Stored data
┏━━
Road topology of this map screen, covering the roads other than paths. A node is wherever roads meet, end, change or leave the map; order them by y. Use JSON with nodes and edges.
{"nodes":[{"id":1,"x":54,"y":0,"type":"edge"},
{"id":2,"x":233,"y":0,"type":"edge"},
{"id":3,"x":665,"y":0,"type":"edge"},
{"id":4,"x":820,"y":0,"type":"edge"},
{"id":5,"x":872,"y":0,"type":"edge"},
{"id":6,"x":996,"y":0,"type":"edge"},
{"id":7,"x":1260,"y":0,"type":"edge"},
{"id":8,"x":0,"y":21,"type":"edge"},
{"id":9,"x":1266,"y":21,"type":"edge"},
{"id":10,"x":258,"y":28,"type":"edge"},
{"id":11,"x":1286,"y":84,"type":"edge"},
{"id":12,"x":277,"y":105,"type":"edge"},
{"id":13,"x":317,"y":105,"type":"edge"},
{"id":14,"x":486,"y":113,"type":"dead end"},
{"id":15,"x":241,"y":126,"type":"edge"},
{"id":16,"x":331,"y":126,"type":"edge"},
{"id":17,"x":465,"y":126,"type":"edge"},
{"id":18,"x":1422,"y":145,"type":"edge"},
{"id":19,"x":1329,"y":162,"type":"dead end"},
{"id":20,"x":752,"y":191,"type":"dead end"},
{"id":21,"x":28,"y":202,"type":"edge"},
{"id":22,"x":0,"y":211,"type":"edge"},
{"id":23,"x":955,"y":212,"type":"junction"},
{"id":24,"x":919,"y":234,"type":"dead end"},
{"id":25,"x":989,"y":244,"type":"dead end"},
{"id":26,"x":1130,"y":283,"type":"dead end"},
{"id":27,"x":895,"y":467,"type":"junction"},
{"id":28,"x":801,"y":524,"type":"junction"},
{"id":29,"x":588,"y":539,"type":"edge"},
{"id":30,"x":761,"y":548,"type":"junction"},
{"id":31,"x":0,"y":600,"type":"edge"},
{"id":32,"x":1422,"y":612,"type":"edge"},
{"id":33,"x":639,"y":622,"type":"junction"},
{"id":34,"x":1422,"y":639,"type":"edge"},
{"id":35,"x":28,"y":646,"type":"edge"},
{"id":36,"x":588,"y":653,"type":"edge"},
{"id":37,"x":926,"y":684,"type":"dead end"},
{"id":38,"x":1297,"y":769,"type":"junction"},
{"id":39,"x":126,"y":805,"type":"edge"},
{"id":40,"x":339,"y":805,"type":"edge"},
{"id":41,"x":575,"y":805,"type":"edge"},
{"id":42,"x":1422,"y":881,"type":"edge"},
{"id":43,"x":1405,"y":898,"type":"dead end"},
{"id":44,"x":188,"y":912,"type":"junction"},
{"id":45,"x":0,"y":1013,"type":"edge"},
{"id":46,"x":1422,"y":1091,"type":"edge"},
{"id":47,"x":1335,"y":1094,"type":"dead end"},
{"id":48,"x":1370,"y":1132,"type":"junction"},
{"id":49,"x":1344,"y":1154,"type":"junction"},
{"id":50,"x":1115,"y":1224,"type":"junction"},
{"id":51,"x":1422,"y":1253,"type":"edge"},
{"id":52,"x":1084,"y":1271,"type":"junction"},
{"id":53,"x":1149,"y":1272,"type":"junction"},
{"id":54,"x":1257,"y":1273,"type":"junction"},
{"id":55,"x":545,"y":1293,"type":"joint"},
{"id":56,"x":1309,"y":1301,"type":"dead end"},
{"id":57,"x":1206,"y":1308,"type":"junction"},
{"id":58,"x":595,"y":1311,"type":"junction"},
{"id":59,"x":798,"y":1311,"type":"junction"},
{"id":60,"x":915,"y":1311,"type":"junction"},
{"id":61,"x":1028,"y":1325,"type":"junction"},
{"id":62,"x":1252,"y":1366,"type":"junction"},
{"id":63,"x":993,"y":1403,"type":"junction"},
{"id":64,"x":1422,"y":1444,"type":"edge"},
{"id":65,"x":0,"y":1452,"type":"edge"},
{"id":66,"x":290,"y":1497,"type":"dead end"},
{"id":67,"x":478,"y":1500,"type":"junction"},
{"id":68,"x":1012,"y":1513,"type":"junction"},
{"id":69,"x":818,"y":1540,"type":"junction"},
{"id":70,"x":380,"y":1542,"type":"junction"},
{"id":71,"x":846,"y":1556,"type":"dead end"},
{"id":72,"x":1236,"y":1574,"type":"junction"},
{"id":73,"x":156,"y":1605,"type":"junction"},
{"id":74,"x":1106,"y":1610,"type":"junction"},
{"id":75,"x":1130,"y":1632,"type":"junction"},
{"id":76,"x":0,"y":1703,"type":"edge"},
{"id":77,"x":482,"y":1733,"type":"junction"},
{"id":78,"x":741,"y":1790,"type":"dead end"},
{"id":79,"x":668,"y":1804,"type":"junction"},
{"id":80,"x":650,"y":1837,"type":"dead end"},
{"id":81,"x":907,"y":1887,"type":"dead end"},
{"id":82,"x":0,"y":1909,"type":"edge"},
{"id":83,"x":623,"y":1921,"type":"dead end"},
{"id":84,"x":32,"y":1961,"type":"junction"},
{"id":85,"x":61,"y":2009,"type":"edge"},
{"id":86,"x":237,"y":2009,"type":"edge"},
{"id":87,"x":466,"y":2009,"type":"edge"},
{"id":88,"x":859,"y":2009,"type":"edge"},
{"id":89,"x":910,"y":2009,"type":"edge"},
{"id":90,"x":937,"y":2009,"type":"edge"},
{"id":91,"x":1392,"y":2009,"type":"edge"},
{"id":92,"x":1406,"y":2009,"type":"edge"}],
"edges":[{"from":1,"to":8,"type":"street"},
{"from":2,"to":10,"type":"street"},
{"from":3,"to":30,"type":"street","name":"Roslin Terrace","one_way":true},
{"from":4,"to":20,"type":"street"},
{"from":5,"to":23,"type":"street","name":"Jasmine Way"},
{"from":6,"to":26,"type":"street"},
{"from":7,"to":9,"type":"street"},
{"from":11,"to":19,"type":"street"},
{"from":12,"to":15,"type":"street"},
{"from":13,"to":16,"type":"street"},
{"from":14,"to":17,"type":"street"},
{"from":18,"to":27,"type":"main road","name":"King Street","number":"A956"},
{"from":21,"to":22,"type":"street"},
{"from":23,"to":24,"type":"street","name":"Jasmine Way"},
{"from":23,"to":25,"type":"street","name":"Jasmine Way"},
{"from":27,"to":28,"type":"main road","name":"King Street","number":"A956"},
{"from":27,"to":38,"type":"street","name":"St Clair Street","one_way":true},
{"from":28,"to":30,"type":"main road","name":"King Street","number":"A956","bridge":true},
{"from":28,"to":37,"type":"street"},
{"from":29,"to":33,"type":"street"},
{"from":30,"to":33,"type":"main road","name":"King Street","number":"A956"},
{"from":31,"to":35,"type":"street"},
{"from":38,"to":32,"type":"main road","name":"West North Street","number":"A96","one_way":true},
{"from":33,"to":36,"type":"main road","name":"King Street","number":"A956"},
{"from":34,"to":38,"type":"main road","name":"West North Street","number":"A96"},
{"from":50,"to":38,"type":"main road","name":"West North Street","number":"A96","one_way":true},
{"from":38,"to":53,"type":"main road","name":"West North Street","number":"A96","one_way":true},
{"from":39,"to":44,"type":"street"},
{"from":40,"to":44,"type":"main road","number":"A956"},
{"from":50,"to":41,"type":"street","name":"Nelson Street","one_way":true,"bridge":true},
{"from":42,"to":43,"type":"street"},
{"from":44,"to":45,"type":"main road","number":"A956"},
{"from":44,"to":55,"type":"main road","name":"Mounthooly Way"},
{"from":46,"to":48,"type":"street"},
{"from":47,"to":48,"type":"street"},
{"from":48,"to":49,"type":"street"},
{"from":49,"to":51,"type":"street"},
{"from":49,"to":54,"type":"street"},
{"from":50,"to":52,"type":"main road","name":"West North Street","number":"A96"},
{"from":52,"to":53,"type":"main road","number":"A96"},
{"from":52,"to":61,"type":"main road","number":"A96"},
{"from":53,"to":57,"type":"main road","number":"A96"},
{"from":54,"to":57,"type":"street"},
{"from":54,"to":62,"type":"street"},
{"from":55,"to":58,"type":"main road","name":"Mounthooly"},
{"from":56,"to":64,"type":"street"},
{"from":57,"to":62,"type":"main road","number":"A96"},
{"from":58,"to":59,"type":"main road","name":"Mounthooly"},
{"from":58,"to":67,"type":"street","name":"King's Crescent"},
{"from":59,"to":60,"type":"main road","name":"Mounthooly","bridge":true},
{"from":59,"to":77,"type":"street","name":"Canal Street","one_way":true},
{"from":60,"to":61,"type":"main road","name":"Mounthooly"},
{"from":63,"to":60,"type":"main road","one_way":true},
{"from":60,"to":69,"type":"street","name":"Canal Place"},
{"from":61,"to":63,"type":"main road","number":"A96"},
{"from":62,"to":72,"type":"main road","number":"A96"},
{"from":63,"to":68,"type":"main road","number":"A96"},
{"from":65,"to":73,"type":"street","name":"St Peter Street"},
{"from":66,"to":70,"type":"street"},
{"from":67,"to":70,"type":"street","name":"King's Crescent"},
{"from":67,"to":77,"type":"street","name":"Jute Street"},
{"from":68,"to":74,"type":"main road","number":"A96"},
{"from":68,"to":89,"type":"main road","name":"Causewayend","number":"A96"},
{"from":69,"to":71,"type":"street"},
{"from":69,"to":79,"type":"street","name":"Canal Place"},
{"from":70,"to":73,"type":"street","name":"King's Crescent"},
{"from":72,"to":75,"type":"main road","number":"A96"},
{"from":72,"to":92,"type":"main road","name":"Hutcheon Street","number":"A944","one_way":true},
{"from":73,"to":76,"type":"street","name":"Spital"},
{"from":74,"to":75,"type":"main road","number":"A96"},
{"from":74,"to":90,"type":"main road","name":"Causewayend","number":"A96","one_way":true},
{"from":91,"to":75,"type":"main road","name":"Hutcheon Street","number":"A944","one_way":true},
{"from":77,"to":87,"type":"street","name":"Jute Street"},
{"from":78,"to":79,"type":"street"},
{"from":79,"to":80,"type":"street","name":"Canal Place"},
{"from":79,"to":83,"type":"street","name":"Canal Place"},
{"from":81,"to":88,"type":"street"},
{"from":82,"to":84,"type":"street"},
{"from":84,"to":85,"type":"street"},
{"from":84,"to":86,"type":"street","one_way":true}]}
┗━━
What the task asks: Each line holding the word "nodes" must be copied from the data.

Completed task:
Road topology of this map screen, covering the roads other than paths. A node is wherever roads meet, end, change or leave the map; order them by y. Use JSON with nodes and edges.
{"nodes":[{"id":1,"x":54,"y":0,"type":"edge"},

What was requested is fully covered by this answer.